Data excerpts:
■ ■ ■ ■ ■ ■ ■

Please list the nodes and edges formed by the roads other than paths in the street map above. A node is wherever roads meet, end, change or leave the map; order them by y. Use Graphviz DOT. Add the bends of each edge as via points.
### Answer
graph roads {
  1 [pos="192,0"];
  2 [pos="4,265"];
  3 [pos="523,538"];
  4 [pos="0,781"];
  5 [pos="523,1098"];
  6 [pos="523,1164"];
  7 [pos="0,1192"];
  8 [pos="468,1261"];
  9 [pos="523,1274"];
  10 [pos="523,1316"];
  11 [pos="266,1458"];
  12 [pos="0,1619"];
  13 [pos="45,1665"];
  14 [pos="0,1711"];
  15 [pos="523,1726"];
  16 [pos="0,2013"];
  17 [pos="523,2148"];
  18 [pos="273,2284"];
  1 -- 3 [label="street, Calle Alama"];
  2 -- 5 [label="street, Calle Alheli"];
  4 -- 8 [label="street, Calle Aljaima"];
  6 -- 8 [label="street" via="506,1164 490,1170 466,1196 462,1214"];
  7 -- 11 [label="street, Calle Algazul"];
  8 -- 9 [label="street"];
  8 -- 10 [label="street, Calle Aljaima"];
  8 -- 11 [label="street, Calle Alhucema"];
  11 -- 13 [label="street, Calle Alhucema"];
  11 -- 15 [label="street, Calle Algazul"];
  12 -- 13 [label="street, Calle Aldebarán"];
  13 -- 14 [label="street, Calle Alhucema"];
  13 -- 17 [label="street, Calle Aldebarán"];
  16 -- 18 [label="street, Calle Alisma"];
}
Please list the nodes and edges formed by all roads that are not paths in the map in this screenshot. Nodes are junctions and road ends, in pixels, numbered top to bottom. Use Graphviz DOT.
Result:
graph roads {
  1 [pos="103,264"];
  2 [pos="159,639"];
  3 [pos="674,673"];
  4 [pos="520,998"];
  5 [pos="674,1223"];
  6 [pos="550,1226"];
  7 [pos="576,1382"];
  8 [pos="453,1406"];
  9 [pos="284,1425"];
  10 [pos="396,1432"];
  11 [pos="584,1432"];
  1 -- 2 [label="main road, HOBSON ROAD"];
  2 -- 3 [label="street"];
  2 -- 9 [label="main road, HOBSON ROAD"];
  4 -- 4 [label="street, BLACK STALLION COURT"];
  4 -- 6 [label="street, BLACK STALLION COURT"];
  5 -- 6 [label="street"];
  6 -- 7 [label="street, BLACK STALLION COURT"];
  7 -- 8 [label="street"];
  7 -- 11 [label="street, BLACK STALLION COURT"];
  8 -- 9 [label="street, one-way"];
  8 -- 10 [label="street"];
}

■ ■ ■ ■ ■ ■ ■

Work to complete: Filter the records for the string "Graphviz" and copy every line that holds it.

Your solution:
Please list the nodes and edges formed by the roads other than paths in the street map above. A node is wherever roads meet, end, change or leave the map; order them by y. Use Graphviz DOT. Add the bends of each edge as via points.
Please list the nodes and edges formed by all roads that are not paths in the map in this screenshot. Nodes are junctions and road ends, in pixels, numbered top to bottom. Use Graphviz DOT.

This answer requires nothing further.